*** EXERCISE DATA ***

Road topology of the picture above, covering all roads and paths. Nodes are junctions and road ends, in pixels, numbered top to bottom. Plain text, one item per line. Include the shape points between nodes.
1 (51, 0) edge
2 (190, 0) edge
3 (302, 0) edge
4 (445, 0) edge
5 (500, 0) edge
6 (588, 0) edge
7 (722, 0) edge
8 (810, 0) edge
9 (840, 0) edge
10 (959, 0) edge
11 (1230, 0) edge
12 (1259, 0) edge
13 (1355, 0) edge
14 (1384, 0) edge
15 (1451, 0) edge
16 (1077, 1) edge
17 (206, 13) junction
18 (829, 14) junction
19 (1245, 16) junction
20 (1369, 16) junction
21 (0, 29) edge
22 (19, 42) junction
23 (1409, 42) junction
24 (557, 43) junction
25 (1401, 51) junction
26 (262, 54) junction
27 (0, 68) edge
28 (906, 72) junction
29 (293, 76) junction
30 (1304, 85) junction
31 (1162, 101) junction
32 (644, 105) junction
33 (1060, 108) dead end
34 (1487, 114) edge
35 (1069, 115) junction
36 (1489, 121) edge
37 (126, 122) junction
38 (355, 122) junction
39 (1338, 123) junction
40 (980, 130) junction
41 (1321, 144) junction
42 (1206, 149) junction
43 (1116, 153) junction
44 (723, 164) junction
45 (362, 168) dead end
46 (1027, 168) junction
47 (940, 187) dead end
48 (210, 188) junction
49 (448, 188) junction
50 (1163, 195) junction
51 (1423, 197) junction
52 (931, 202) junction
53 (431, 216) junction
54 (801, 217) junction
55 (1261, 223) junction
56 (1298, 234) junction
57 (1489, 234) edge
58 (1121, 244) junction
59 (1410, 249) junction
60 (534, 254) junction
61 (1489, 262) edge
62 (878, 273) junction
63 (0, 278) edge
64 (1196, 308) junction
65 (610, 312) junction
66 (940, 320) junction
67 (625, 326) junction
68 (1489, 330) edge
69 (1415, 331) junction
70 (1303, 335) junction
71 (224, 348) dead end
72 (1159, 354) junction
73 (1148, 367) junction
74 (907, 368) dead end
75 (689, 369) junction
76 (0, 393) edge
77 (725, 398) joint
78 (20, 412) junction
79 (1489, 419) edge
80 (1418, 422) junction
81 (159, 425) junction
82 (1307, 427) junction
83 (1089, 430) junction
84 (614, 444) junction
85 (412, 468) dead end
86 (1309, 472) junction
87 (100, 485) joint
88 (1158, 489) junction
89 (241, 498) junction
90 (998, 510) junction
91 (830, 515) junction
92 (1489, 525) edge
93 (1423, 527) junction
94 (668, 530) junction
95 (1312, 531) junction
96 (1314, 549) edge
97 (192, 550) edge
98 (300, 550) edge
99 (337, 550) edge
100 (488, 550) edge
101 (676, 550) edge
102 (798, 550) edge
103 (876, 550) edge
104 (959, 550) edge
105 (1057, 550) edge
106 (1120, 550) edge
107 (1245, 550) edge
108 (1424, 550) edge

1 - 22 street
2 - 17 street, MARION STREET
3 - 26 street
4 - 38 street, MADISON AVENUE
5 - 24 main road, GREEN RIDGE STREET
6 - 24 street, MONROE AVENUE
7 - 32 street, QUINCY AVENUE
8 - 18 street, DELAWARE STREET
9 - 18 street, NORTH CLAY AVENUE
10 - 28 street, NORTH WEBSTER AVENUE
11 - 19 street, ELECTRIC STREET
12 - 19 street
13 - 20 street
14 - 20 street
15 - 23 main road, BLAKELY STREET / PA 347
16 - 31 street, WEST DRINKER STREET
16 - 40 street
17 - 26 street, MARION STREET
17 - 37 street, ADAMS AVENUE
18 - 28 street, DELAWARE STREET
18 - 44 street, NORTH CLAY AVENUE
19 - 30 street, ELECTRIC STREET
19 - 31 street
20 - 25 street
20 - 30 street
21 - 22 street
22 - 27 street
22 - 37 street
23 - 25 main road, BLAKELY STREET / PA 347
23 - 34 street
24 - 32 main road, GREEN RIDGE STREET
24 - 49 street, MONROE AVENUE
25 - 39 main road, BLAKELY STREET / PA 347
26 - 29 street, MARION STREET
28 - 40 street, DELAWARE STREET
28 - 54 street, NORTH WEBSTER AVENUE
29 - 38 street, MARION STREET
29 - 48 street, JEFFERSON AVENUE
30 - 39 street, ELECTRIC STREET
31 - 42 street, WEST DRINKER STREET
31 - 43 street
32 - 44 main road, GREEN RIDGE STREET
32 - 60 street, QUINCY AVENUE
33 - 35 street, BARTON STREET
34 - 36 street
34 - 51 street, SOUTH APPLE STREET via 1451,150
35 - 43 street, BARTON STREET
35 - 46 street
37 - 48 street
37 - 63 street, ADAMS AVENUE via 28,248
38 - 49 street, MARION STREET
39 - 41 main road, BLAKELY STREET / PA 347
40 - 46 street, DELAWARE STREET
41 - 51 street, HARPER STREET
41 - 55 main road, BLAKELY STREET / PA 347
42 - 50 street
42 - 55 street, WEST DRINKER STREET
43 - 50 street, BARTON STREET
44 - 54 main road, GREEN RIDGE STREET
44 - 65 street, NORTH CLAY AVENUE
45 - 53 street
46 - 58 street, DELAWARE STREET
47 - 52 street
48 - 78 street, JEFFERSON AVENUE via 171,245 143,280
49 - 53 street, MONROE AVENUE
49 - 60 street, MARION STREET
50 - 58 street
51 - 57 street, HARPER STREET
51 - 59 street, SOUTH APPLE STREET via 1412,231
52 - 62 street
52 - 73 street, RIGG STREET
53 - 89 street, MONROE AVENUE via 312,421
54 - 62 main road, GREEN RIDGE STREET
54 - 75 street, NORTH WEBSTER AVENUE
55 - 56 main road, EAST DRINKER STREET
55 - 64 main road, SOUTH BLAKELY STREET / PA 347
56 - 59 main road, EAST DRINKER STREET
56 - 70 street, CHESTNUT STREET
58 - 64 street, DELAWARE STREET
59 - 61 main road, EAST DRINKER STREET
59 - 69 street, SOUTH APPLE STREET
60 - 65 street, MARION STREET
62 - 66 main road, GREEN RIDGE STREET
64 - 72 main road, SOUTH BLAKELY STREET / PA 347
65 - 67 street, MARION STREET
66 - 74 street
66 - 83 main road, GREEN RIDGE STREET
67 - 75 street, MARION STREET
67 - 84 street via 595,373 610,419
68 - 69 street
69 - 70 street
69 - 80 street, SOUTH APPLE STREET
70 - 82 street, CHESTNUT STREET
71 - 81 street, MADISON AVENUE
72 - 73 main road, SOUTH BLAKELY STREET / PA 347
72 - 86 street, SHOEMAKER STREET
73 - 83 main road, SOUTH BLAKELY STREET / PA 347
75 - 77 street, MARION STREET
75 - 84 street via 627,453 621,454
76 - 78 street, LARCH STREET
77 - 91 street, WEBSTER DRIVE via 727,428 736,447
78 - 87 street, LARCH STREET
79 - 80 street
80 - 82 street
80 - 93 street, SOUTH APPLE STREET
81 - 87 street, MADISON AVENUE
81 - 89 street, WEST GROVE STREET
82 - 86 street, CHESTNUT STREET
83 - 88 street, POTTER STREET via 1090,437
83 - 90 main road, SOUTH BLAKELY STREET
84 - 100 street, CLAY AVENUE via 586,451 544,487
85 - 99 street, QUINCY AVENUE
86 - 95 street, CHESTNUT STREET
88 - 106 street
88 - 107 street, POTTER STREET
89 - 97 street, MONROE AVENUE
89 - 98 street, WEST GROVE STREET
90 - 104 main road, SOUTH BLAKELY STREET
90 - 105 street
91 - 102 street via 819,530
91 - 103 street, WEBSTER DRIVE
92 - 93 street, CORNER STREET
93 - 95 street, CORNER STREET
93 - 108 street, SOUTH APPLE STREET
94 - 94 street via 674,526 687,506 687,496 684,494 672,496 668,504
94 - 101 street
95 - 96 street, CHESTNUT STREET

*** End of EXERCISE DATA ***

REQUIRED WORK:
Report, using only a number, how many lines above hold the word "WEST".

RESULT OF THE TASK:
5